In May, 2010, with the assumption Web images without copyright notices were “public domain” and free to use, a Webcopyplus copywriter used Google images to find an unmarked 400 x 300 pixel scenic photo to complement an article for a tourism client’s blog.
In December, 2010, the client received a formal cease and desist demand and copyright infringement claim letter, demanding the following actions:
1. Immediately cease and desist all unlicensed uses of the image, and delete all copies from computers and digital storage devices.
2. Remit almost $4,000 to the lawyer’s trust account.
The image was removed within minutes, and a letter of apology was sent. However, following several e-mails, which included requests for proof of copyright registration and ownership, a counter offer, and the threat of additional legal fees and court action, Webcopyplus ultimately opted to settle for $4,000.
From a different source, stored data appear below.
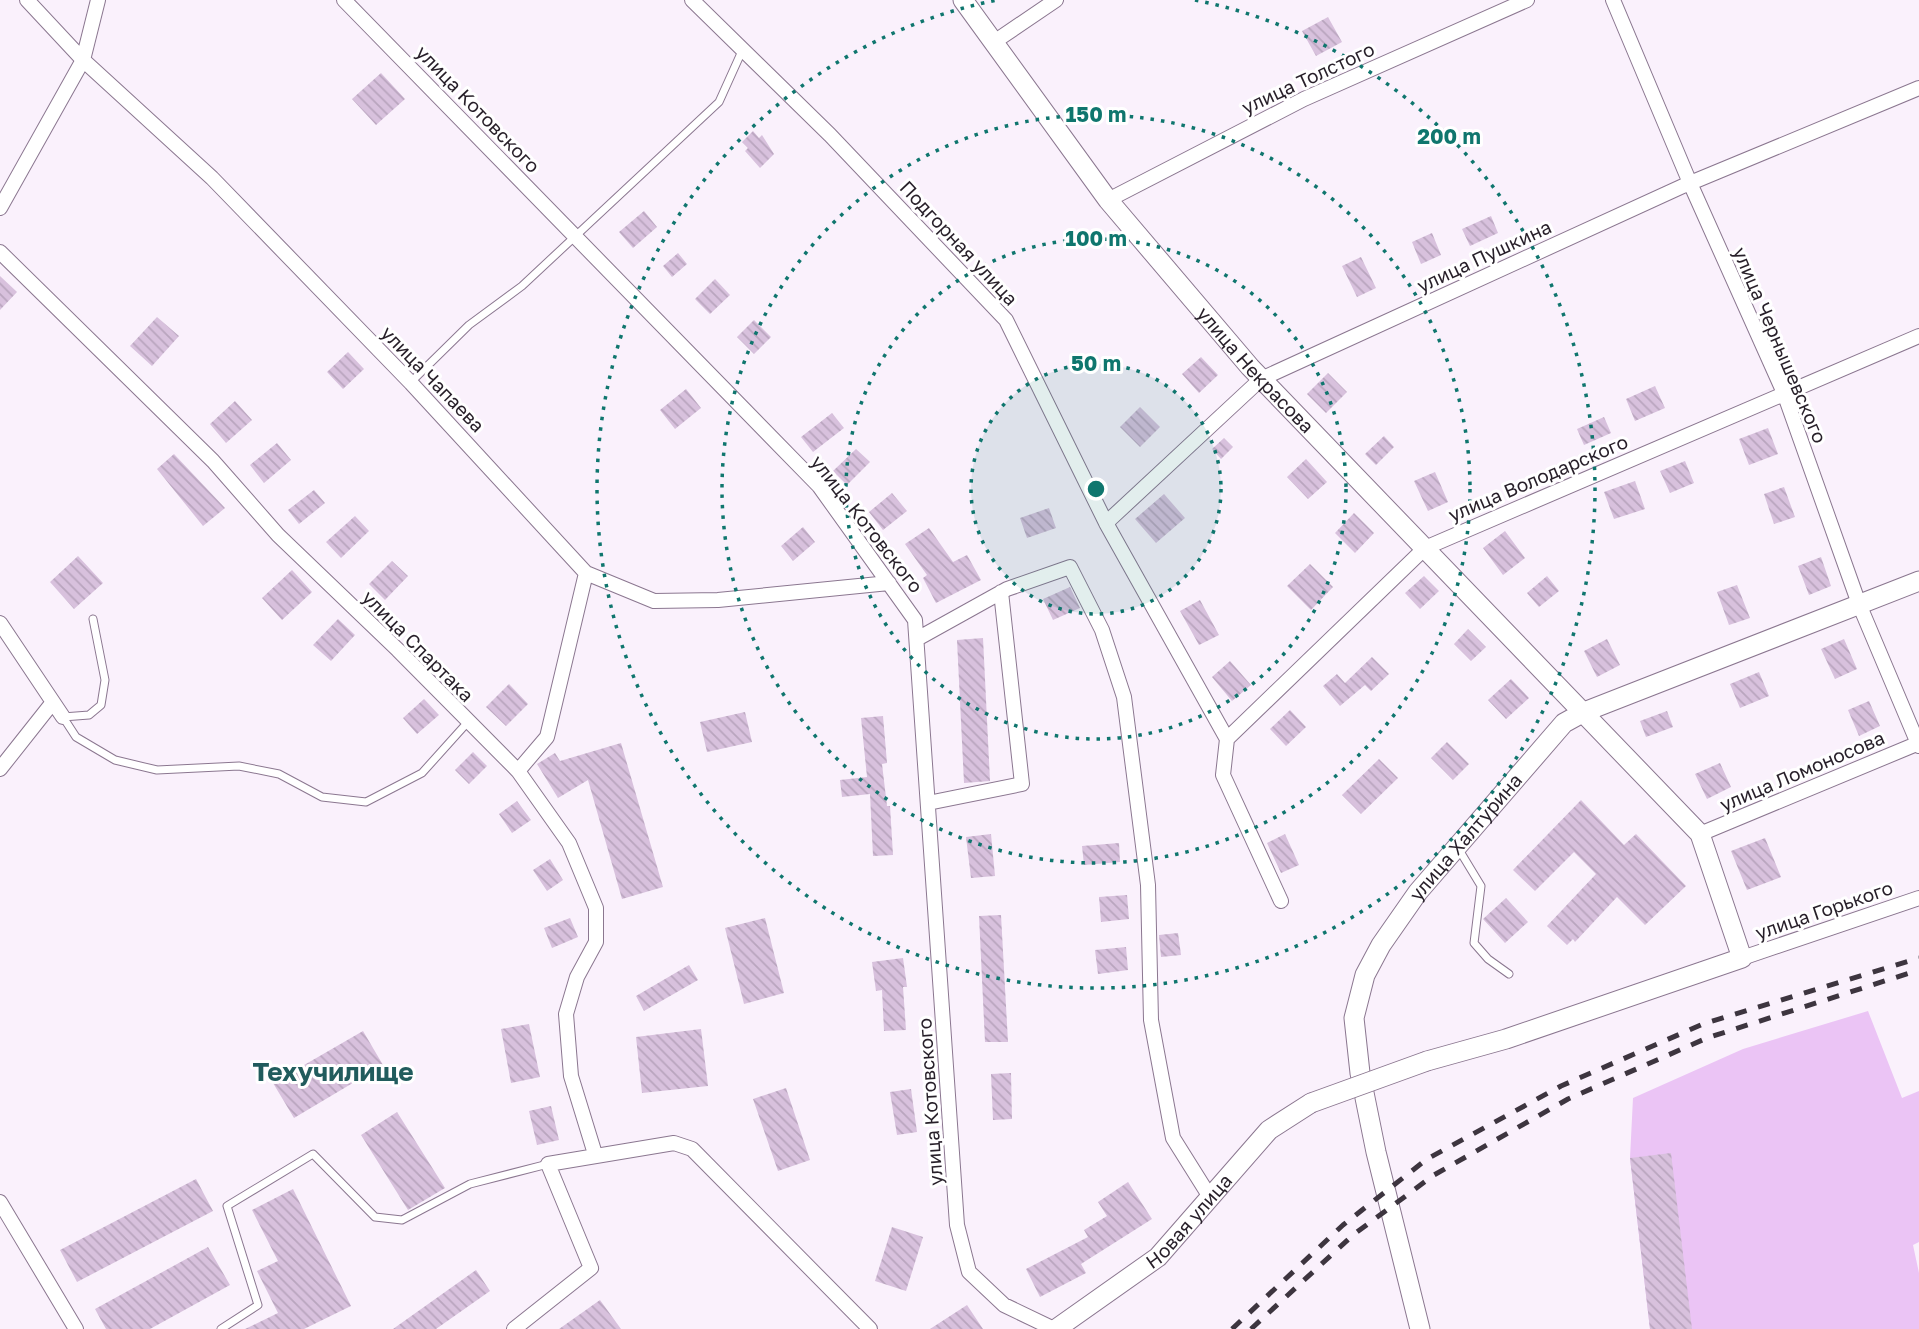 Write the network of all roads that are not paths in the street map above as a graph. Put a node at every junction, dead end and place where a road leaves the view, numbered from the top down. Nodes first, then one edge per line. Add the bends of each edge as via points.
1 (27, 0) edge
2 (98, 0) edge
3 (344, 0) edge
4 (692, 0) edge
5 (963, 0) edge
6 (1056, 0) edge
7 (1527, 0) edge
8 (1614, 0) edge
9 (994, 42) junction
10 (742, 51) junction
11 (83, 60) junction
12 (1919, 88) edge
13 (1690, 183) junction
14 (1108, 200) junction
15 (0, 208) edge
16 (575, 236) junction
17 (0, 252) edge
18 (1919, 337) edge
19 (1261, 379) junction
20 (411, 383) junction
21 (1784, 393) junction
22 (1106, 523) junction
23 (1425, 548) junction
24 (586, 573) junction
25 (1919, 581) edge
26 (889, 583) junction
27 (1001, 592) junction
28 (1858, 604) junction
29 (93, 619) dead end
30 (0, 623) edge
31 (917, 639) junction
32 (53, 702) junction
33 (1584, 712) junction
34 (63, 717) junction
35 (467, 723) junction
36 (1227, 739) junction
37 (1919, 744) edge
38 (0, 769) edge
39 (518, 771) junction
40 (928, 803) junction
41 (1700, 834) junction
42 (1457, 847) junction
43 (1919, 898) edge
44 (1280, 901) dead end
45 (1742, 958) junction
46 (1508, 974) dead end
47 (595, 1154) junction
48 (548, 1164) junction
49 (1210, 1197) junction
50 (0, 1202) edge
51 (76, 1329) edge
52 (220, 1329) edge
53 (514, 1329) edge
54 (870, 1329) edge
55 (1055, 1329) edge
56 (1420, 1329) edge

1 - 11 street, улица Чапаева
2 - 11 street
3 - 16 street, улица Котовского
4 - 10 street, Подгорная улица
5 - 9 main road, улица Некрасова
6 - 9 street
7 - 14 street, улица Толстого via 1304,99
8 - 13 street, улица Чернышевского
9 - 14 main road, улица Некрасова
10 - 16 lane via 719,102
10 - 22 street, Подгорная улица via 830,135 1006,320
11 - 15 street
11 - 20 street, улица Чапаева via 212,178
12 - 13 street, улица Пушкина
13 - 19 street, улица Пушкина
13 - 21 street, улица Чернышевского
14 - 19 main road, улица Некрасова
16 - 20 lane via 523,286 469,325
16 - 26 street, улица Котовского via 819,486
17 - 35 street, улица Спартака via 213,461 278,535
18 - 21 street, улица Володарского
19 - 22 street, улица Пушкина
19 - 23 main road, улица Некрасова
20 - 24 street, улица Чапаева
21 - 23 street, улица Володарского
21 - 28 street, улица Чернышевского
22 - 36 street, Подгорная улица
23 - 33 main road, улица Некрасова
23 - 36 street, улица Володарского
24 - 26 street, улица Чапаева via 654,601 718,600
24 - 39 street via 547,737
25 - 28 main road, улица Халтурина
26 - 31 street, улица Котовского via 915,620
27 - 31 street
27 - 40 street via 1022,784
27 - 49 street via 1070,567 1102,630 1124,696 1148,885 1151,1020 1173,1138
28 - 33 main road, улица Халтурина
28 - 37 street, улица Чернышевского
29 - 34 lane via 105,680 102,705 89,715
30 - 32 street
31 - 40 street, улица Котовского
32 - 34 street
32 - 38 street
33 - 41 main road, улица Некрасова
33 - 42 main road, улица Халтурина via 1564,723
34 - 35 lane via 76,737 115,760 157,770 239,766 279,774 322,797 366,802 422,773
35 - 39 street, улица Спартака
36 - 44 street via 1223,775
37 - 41 street, улица Ломоносова
39 - 47 street, улица Спартака via 569,842 596,908 596,942 577,977 566,1013 571,1076
40 - 55 street, улица Котовского via 957,1224 969,1272 1004,1305
41 - 45 main road
42 - 46 lane via 1481,886 1474,943
42 - 56 main road, улица Халтурина via 1381,945 1365,975 1354,1018 1373,1139
43 - 45 street, улица Горького
45 - 49 main road, Новая улица, bridge via 1311,1103 1269,1130
47 - 48 street
47 - 54 street via 674,1143 692,1149
48 - 52 lane via 470,1184 402,1220 375,1217 313,1154 227,1206 258,1305
48 - 53 street via 591,1268
49 - 55 main road, Новая улица via 1158,1257
50 - 51 street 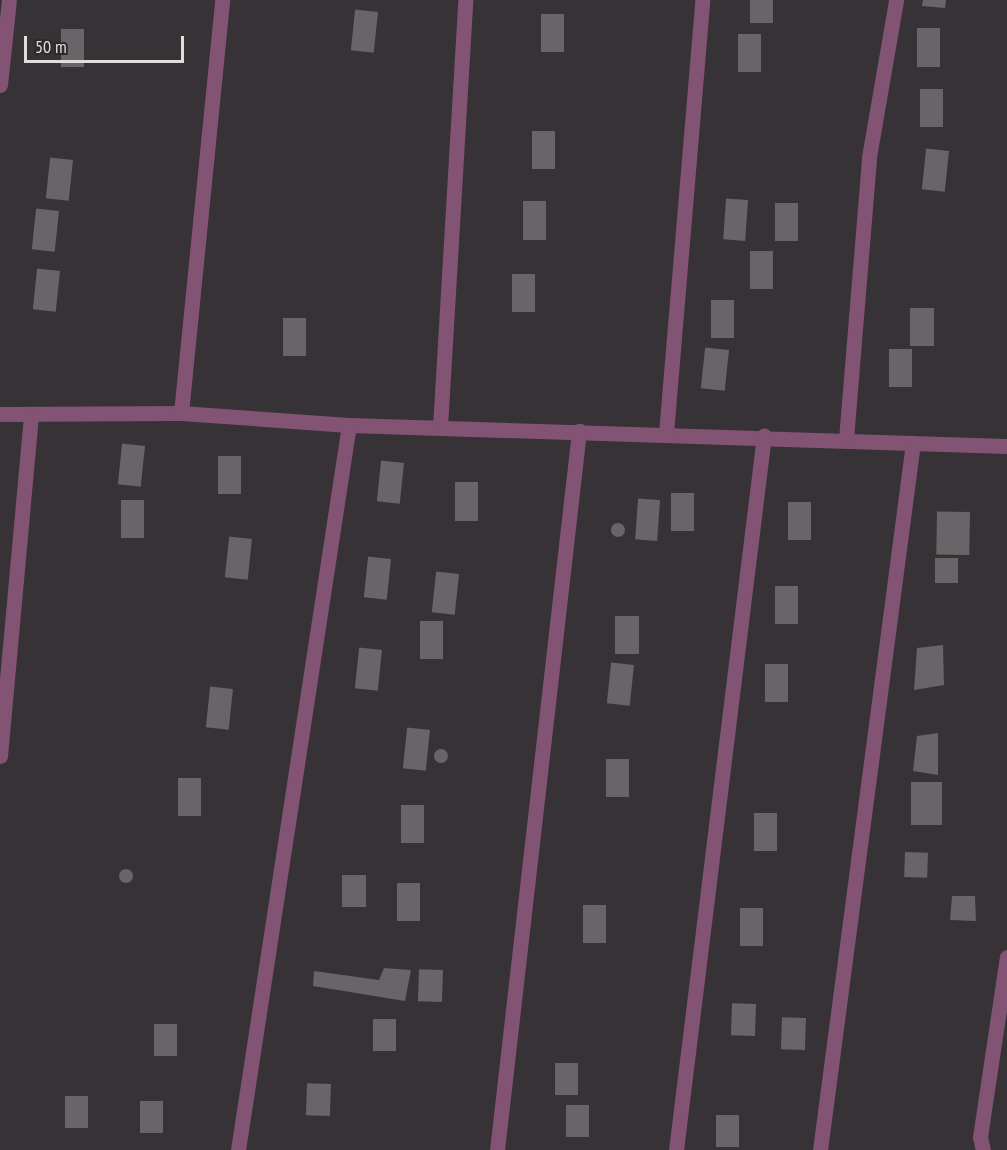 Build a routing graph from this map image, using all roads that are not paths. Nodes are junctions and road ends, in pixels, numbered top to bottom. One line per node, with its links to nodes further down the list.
1 (9, 0): 6 (street)
2 (222, 0): 7 (street)
3 (465, 0): 11 (street)
4 (702, 0): 13 (street)
5 (896, 0): 15 (street)
6 (0, 86)
7 (181, 413): 9 (street); 10 (street)
8 (0, 414): 9 (street)
9 (31, 416): 18 (street)
10 (349, 425): 11 (street); 20 (street)
11 (440, 427): 12 (street)
12 (579, 431): 13 (street); 21 (street)
13 (666, 433): 14 (street)
14 (764, 435): 15 (street); 22 (street)
15 (846, 439): 16 (street)
16 (913, 443): 17 (street); 23 (street)
17 (1007, 446)
18 (0, 756)
19 (1007, 957): 24 (street)
20 (238, 1150)
21 (496, 1150)
22 (676, 1150)
23 (820, 1150)
24 (983, 1150) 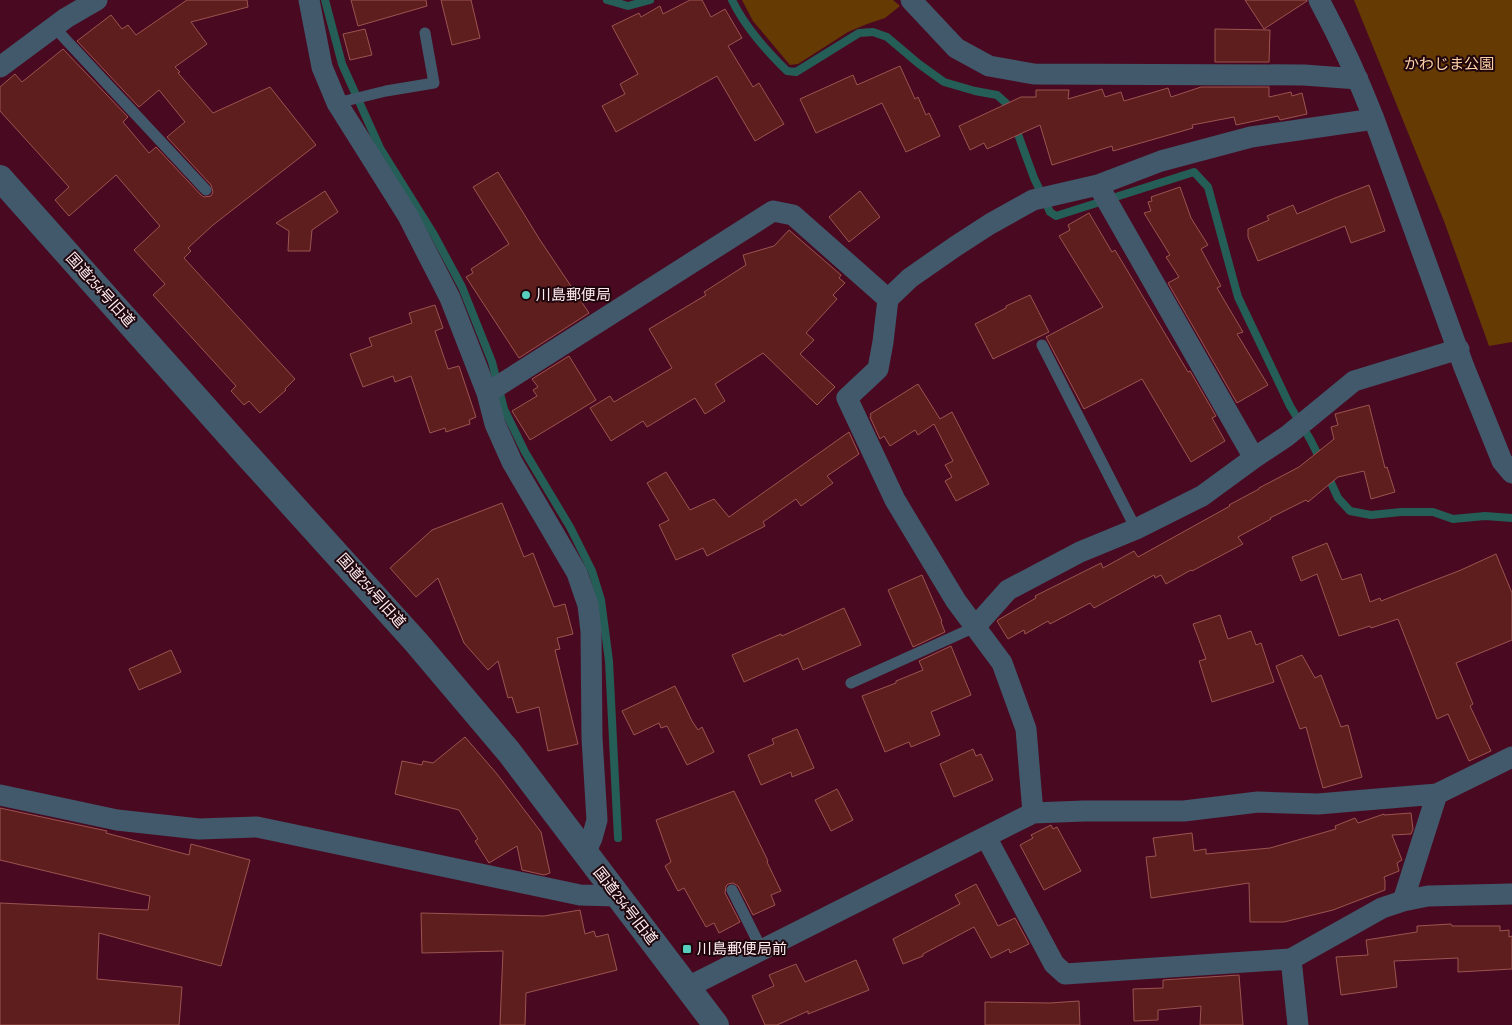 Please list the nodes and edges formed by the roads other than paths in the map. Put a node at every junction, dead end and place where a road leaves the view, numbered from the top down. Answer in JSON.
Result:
{"nodes":[{"id":1,"x":97,"y":0,"type":"edge"},
{"id":2,"x":309,"y":0,"type":"edge"},
{"id":3,"x":911,"y":0,"type":"edge"},
{"id":4,"x":1319,"y":0,"type":"edge"},
{"id":5,"x":54,"y":27,"type":"junction"},
{"id":6,"x":426,"y":32,"type":"dead end"},
{"id":7,"x":0,"y":67,"type":"edge"},
{"id":8,"x":1358,"y":78,"type":"junction"},
{"id":9,"x":337,"y":103,"type":"junction"},
{"id":10,"x":1374,"y":119,"type":"junction"},
{"id":11,"x":0,"y":178,"type":"edge"},
{"id":12,"x":1098,"y":185,"type":"junction"},
{"id":13,"x":206,"y":190,"type":"dead end"},
{"id":14,"x":888,"y":299,"type":"junction"},
{"id":15,"x":1042,"y":345,"type":"dead end"},
{"id":16,"x":1459,"y":349,"type":"junction"},
{"id":17,"x":487,"y":393,"type":"junction"},
{"id":18,"x":1254,"y":458,"type":"junction"},
{"id":19,"x":1509,"y":464,"type":"edge"},
{"id":20,"x":1136,"y":529,"type":"junction"},
{"id":21,"x":975,"y":626,"type":"junction"},
{"id":22,"x":851,"y":683,"type":"dead end"},
{"id":23,"x":1512,"y":757,"type":"edge"},
{"id":24,"x":1437,"y":794,"type":"junction"},
{"id":25,"x":0,"y":795,"type":"edge"},
{"id":26,"x":1033,"y":813,"type":"junction"},
{"id":27,"x":986,"y":837,"type":"junction"},
{"id":28,"x":585,"y":853,"type":"junction"},
{"id":29,"x":732,"y":890,"type":"dead end"},
{"id":30,"x":1512,"y":894,"type":"edge"},
{"id":31,"x":617,"y":896,"type":"junction"},
{"id":32,"x":1402,"y":901,"type":"junction"},
{"id":33,"x":762,"y":950,"type":"junction"},
{"id":34,"x":1291,"y":959,"type":"junction"},
{"id":35,"x":688,"y":987,"type":"junction"},
{"id":36,"x":716,"y":1025,"type":"edge"},
{"id":37,"x":1298,"y":1025,"type":"edge"}],
"edges":[{"from":1,"to":5,"type":"street"},
{"from":2,"to":9,"type":"street"},
{"from":3,"to":8,"type":"street"},
{"from":4,"to":8,"type":"street"},
{"from":5,"to":7,"type":"street"},
{"from":5,"to":13,"type":"lane"},
{"from":6,"to":9,"type":"lane"},
{"from":8,"to":10,"type":"street"},
{"from":9,"to":17,"type":"street"},
{"from":10,"to":12,"type":"street"},
{"from":10,"to":16,"type":"street"},
{"from":11,"to":28,"type":"street","name":"国道254号旧道"},
{"from":12,"to":14,"type":"street"},
{"from":12,"to":18,"type":"street"},
{"from":14,"to":17,"type":"street"},
{"from":14,"to":21,"type":"street"},
{"from":15,"to":20,"type":"lane"},
{"from":16,"to":18,"type":"street"},
{"from":16,"to":19,"type":"street"},
{"from":17,"to":28,"type":"street"},
{"from":18,"to":20,"type":"street"},
{"from":20,"to":21,"type":"street"},
{"from":21,"to":22,"type":"lane"},
{"from":21,"to":26,"type":"street"},
{"from":23,"to":24,"type":"street"},
{"from":24,"to":26,"type":"street"},
{"from":24,"to":32,"type":"street"},
{"from":25,"to":31,"type":"street"},
{"from":26,"to":27,"type":"street"},
{"from":27,"to":33,"type":"street"},
{"from":27,"to":34,"type":"street"},
{"from":28,"to":31,"type":"street","name":"国道254号旧道"},
{"from":29,"to":33,"type":"lane"},
{"from":30,"to":32,"type":"street"},
{"from":31,"to":35,"type":"street","name":"国道254号旧道"},
{"from":32,"to":34,"type":"street"},
{"from":33,"to":35,"type":"street"},
{"from":34,"to":37,"type":"street"},
{"from":35,"to":36,"type":"street","name":"国道254号旧道"}]} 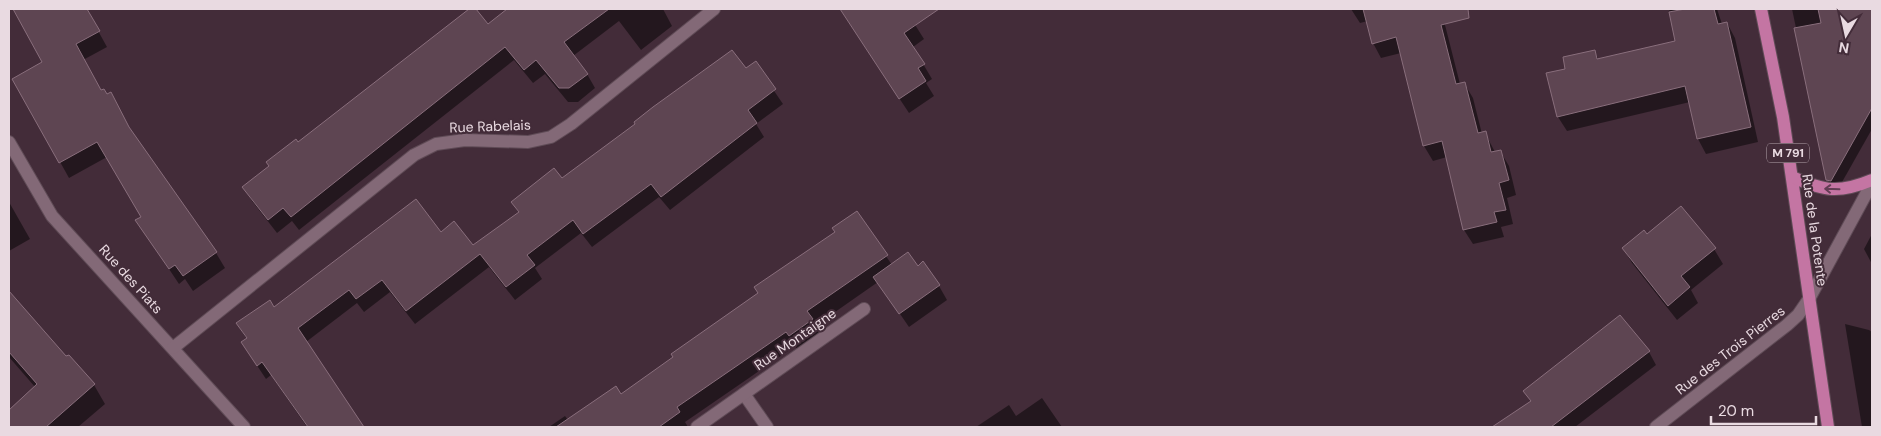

“While we accepted responsibility and were willing to settle from the start, we felt the amount was excessive,” said Sloboda. “However, our client was caught in the middle of this matter, and he’d be the one who’d get subpoenaed, so we needed to resolve this issue promptly.”
While copyright laws are complex, Sloboda encourages other creative types and marketers to follow this simple guide: if an image or work is on the Internet and others wrote or created it, do not use it without their permission.
“Ironically, since our start in 2006, this was the only image we ever acquired for a client’s project,” said Sloboda. “Had we purchased a photo from a stock image website, it would have spared us a lot of time and money.”
There are several elements surrounding copyright laws that designers and marketers should explore, including ‘Fair Use’, where copyrighted work is used for teaching or news, and ‘Creative Commons’, where photographers let people share and use photographs with certain conditions, both which Webcopyplus touches on in an article titled Legal Lesson Learned: Copywriter Pays $4,000 for a $10 Photo.
“As copywriters, we work with and rely on a range of creative types and specialists, including photographers,” said Sloboda. “We didn’t mean any disregard for this profession and now have a greater awareness and appreciation for the fact that freely using photos from the Web diminishes a photographer’s income and livelihood. We apologize for and regret our action, and we’ve created internal policies to ensure it won’t happen again.”
For specific information or clarification on copyright laws, one should seek the professional advice of a copyright lawyer.
Webcopyplus is a Vancouver, Canada-based web copywriting firm that helps designers and businesses increase online traffic, leads and sales with optimized web content. Clients range from independent web designers to major service providers, including AT&T and Scotia Bank.